# [What is required]
Retrieve all lines below that have the string "Dahlienweg".

**** Data provided ****

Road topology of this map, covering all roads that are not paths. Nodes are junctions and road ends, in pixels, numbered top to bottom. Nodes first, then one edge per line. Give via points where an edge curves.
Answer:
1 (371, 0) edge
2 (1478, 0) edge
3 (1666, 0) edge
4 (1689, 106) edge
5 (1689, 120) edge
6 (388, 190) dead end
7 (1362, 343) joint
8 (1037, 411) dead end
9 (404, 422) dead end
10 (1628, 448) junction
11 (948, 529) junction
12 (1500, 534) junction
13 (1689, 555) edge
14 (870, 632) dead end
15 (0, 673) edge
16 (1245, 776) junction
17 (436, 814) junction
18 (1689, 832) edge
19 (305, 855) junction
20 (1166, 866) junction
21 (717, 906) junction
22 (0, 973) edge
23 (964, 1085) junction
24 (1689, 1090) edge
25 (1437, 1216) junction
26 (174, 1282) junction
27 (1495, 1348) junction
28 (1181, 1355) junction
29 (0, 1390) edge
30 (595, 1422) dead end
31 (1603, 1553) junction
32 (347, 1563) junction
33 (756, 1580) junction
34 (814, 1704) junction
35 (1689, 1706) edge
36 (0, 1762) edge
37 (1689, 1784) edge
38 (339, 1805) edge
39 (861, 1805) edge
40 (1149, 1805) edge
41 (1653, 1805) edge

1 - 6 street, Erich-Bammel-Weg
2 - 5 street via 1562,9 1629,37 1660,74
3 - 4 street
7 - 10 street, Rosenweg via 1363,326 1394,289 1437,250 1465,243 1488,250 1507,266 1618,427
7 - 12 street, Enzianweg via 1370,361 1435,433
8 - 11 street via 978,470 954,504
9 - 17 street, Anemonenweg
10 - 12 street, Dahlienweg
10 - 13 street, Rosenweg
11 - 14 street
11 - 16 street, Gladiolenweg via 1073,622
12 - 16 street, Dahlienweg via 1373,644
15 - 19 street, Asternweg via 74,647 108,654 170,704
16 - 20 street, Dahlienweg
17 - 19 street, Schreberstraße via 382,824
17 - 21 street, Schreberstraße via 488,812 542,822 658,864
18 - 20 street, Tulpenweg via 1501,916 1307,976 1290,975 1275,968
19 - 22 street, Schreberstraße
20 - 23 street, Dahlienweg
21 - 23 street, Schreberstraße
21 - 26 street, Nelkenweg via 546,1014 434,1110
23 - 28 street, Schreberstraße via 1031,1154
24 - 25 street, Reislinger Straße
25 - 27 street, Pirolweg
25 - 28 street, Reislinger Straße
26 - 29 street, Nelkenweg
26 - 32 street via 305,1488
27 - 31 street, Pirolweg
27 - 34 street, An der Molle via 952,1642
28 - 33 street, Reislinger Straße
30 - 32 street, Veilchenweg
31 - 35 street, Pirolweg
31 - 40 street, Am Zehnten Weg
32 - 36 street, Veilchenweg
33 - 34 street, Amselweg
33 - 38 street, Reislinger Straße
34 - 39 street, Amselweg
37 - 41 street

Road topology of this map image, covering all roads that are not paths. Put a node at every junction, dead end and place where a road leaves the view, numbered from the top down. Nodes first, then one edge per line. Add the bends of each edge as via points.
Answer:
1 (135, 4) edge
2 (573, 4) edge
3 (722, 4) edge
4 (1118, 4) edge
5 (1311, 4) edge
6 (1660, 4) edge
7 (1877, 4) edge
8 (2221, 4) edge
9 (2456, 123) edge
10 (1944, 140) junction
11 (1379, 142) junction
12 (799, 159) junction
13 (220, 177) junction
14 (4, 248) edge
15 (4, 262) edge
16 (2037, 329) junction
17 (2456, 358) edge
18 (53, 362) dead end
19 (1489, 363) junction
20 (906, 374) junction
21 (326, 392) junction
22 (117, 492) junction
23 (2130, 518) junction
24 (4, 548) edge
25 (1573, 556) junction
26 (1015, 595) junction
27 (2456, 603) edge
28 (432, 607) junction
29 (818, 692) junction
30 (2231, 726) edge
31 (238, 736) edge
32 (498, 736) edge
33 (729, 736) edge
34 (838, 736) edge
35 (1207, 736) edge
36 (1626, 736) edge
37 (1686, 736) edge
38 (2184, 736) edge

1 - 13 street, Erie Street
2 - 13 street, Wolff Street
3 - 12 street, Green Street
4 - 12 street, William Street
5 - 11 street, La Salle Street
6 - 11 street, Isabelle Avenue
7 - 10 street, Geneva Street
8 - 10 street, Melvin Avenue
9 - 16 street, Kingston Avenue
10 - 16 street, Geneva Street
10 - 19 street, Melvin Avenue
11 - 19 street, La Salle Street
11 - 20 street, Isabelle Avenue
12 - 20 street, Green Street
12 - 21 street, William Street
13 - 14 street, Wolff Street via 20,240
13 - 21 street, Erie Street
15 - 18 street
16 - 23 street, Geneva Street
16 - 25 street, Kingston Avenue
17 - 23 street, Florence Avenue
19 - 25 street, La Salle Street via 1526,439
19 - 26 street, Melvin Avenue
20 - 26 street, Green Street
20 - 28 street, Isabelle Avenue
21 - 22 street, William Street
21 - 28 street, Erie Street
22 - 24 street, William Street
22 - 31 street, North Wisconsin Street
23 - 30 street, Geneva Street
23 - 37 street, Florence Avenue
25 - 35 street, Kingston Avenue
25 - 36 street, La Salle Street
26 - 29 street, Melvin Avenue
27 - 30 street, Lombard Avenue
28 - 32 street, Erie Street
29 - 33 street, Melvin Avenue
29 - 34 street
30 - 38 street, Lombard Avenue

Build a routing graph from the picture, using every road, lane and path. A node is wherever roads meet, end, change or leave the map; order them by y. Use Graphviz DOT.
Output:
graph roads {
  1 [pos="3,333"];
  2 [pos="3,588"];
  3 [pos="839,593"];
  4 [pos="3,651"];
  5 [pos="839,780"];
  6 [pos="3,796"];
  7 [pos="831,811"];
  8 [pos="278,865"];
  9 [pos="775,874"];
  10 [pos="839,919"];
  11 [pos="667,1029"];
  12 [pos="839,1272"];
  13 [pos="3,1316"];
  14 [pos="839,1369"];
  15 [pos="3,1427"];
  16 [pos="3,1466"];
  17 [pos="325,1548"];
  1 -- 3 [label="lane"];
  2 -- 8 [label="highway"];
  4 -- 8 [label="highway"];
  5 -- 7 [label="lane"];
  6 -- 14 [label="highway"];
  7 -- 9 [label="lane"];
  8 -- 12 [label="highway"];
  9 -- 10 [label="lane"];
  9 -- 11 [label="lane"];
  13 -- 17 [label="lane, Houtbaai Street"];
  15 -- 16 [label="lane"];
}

****

# [The completed task]
10 - 12 street, Dahlienweg
12 - 16 street, Dahlienweg via 1373,644
16 - 20 street, Dahlienweg
20 - 23 street, Dahlienweg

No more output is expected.